■ **Work to be completed**
From the listing below, pull out every line where the string "Please" appears.

■ **Data records**
*** Block opens ***
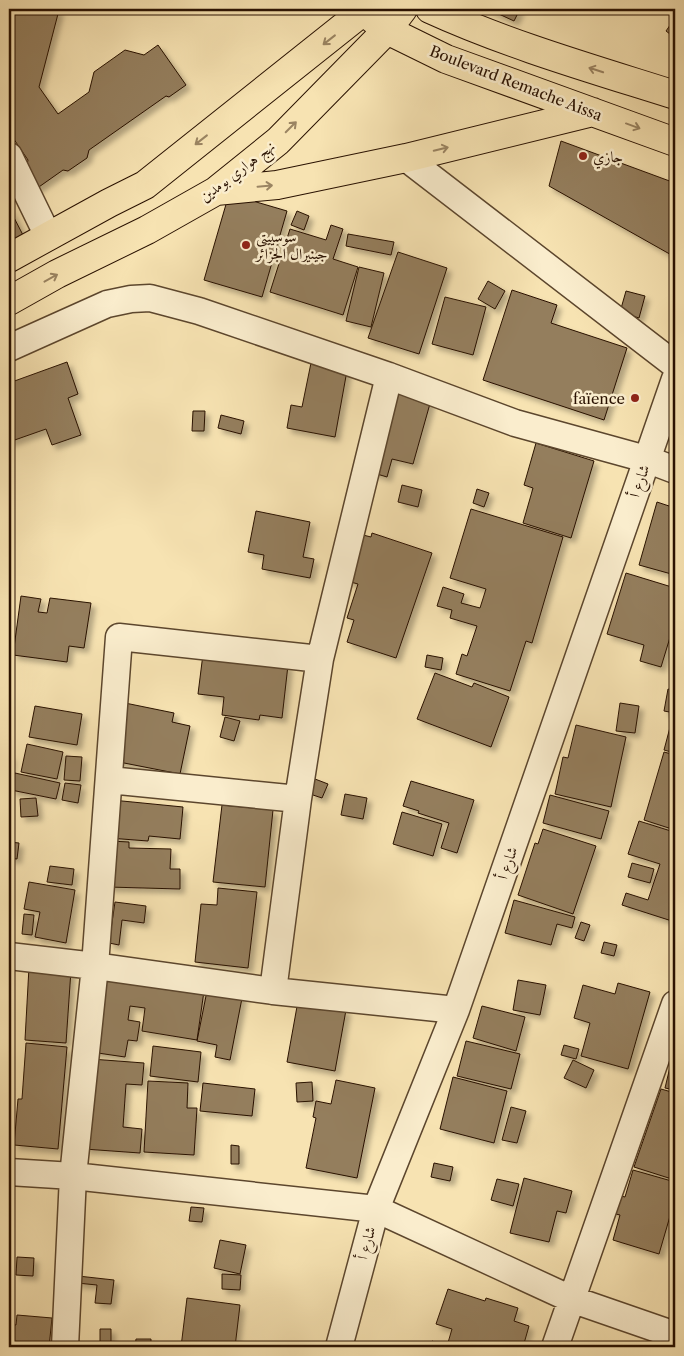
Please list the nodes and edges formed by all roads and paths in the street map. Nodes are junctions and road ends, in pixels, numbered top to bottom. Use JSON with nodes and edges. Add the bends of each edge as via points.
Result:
*** Block closes ***
*** Block opens ***
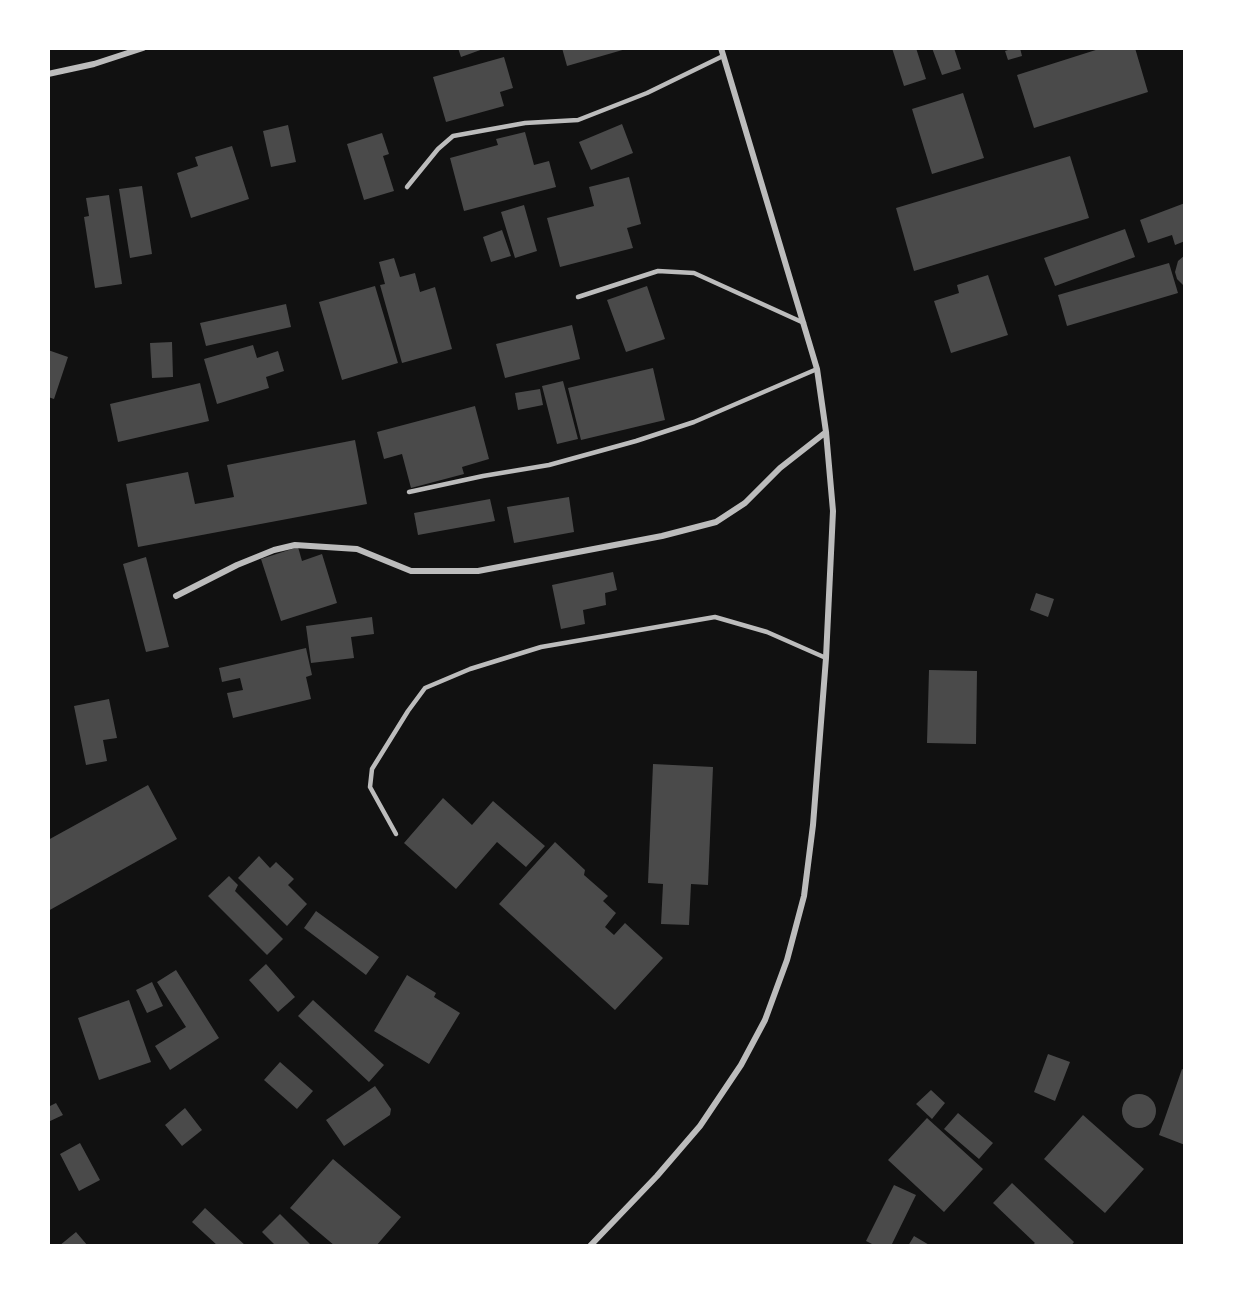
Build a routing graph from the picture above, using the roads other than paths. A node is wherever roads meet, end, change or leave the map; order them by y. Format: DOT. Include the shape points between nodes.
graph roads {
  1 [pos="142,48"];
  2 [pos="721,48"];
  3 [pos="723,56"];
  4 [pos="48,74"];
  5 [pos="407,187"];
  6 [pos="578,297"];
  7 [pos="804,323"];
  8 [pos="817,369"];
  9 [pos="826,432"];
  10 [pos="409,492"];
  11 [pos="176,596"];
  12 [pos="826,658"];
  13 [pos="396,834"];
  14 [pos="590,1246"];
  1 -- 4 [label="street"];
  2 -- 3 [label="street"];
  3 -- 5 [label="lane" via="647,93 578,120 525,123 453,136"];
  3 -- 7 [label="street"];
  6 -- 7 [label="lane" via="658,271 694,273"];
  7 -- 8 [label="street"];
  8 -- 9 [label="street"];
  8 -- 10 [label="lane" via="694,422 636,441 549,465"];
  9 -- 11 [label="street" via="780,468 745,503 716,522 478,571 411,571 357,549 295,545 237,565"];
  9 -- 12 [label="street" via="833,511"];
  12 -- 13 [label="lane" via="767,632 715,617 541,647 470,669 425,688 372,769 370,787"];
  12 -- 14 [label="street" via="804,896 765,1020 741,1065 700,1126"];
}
*** Block closes ***
*** Block opens ***
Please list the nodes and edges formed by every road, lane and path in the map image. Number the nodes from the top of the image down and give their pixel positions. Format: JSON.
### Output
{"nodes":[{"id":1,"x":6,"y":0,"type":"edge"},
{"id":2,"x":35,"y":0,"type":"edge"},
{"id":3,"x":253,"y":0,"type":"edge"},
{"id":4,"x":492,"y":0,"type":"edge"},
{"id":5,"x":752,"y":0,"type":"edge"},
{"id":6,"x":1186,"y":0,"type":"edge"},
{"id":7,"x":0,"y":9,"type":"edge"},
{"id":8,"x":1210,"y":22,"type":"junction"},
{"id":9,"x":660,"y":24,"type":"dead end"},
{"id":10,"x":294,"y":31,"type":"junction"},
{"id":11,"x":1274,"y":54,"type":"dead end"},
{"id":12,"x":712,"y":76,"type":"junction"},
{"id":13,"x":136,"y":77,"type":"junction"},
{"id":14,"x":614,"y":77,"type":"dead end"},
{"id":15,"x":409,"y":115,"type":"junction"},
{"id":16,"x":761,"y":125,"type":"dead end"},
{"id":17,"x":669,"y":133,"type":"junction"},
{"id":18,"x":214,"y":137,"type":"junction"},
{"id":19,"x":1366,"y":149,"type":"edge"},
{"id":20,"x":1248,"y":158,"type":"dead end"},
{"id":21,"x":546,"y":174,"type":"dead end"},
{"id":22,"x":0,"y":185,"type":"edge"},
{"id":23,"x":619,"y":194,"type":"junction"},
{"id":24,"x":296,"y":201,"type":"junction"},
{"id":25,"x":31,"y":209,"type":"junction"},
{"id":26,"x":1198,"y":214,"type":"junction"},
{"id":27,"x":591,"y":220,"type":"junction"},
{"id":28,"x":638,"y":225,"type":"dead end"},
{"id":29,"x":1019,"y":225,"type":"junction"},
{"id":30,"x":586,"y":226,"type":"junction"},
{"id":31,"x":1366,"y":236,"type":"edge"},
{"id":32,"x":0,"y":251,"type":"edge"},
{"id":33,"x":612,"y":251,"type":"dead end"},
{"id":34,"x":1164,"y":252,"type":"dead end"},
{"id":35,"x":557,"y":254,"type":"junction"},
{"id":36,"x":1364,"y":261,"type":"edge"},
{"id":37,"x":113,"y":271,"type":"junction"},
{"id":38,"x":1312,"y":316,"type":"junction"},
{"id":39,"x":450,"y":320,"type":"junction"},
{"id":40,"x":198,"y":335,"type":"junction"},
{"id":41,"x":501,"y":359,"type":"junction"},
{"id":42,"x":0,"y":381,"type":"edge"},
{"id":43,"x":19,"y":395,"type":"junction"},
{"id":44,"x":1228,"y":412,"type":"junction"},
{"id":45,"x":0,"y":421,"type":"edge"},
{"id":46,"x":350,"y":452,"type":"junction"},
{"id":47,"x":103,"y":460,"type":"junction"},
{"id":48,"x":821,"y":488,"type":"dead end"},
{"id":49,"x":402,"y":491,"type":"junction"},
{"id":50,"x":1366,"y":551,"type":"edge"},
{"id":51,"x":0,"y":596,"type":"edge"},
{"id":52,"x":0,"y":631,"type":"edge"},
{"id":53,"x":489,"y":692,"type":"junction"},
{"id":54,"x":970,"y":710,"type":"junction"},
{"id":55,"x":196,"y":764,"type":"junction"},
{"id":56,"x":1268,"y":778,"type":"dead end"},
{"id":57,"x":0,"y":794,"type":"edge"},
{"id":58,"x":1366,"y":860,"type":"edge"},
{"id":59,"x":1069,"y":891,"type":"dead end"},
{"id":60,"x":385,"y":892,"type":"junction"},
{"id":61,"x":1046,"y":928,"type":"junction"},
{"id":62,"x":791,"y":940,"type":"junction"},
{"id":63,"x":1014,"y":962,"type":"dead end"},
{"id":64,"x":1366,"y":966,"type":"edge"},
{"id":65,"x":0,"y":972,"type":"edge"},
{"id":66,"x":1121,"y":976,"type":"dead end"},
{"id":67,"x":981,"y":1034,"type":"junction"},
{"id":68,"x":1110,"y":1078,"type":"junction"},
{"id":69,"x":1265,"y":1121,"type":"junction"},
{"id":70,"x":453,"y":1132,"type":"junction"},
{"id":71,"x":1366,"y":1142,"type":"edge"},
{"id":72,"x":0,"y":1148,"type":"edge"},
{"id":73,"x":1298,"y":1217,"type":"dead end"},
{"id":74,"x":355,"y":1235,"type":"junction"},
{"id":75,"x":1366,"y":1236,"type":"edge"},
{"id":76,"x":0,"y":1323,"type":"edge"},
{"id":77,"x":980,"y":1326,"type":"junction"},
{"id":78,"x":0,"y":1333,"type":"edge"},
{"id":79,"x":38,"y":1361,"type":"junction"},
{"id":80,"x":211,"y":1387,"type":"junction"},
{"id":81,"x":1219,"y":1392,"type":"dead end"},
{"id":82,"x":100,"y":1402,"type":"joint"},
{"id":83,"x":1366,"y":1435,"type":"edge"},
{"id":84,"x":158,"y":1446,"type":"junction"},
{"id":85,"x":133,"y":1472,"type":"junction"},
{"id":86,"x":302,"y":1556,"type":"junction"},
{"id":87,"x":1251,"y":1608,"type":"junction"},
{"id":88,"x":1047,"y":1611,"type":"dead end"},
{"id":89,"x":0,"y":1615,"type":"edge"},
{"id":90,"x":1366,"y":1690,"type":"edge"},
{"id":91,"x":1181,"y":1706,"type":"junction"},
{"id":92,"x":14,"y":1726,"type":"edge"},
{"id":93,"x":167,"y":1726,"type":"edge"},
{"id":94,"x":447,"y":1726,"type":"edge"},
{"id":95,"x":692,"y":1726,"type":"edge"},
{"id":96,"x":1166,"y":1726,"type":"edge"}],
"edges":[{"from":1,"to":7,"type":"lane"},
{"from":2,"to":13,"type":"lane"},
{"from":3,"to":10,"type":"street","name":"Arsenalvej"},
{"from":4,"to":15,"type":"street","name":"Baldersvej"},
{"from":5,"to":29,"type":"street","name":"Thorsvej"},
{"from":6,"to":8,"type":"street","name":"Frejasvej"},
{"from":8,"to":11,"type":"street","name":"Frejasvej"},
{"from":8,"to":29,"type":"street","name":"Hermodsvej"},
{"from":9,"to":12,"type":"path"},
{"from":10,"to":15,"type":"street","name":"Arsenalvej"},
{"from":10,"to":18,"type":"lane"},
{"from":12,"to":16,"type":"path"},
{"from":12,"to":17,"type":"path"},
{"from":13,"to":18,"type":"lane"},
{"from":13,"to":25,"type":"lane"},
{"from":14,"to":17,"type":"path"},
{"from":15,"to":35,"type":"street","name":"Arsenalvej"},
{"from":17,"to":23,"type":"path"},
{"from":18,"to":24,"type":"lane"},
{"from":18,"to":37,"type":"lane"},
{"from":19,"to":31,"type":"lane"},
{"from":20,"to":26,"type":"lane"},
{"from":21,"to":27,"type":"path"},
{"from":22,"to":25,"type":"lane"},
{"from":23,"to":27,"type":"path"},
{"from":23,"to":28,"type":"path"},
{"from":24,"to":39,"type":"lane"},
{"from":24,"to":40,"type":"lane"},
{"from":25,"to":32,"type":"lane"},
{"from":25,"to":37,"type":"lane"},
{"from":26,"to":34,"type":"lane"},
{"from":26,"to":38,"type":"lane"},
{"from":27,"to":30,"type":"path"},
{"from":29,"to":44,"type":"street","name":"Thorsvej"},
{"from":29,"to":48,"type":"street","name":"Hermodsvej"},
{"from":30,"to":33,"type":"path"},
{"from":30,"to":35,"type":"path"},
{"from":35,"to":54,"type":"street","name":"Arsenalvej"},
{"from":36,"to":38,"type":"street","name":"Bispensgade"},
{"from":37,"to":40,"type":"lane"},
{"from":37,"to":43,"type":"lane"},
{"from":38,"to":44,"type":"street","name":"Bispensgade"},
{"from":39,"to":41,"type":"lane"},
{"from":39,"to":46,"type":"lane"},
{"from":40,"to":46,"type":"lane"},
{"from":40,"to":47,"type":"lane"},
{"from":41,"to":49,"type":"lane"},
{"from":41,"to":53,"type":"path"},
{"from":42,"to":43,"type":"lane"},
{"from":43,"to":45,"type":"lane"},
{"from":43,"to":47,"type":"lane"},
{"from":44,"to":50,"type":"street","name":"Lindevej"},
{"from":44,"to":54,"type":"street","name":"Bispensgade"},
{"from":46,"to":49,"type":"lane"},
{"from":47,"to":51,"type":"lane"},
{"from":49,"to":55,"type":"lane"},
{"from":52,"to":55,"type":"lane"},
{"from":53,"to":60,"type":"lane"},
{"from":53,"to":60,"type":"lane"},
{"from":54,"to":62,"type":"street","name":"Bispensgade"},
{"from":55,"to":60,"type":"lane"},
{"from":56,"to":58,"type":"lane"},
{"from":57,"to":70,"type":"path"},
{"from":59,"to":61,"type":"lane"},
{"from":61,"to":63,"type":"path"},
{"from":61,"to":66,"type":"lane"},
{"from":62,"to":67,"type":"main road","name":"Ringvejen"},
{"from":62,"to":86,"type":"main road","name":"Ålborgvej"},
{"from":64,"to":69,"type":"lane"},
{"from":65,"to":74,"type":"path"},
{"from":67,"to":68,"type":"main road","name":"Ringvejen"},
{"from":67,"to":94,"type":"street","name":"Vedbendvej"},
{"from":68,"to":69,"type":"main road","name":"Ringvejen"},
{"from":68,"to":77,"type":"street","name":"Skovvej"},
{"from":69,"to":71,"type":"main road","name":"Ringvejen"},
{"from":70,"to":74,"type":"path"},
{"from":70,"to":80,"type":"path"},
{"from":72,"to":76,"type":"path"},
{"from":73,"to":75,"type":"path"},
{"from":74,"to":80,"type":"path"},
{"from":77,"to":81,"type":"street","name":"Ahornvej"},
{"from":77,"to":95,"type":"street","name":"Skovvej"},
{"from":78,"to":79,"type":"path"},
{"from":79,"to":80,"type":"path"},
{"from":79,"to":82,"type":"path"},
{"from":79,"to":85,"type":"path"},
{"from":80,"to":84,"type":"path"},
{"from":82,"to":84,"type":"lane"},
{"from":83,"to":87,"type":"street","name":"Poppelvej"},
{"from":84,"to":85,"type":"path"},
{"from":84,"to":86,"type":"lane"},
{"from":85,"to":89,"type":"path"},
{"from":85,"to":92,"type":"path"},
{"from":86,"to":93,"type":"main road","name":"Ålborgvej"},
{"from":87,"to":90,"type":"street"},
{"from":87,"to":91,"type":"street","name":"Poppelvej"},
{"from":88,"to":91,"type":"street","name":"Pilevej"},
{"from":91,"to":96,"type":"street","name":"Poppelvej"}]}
*** Block closes ***
■ **Output of the exercise**
Please list the nodes and edges formed by all roads and paths in the street map. Nodes are junctions and road ends, in pixels, numbered top to bottom. Use JSON with nodes and edges. Add the bends of each edge as via points.
Please list the nodes and edges formed by every road, lane and path in the map image. Number the nodes from the top of the image down and give their pixel positions. Format: JSON.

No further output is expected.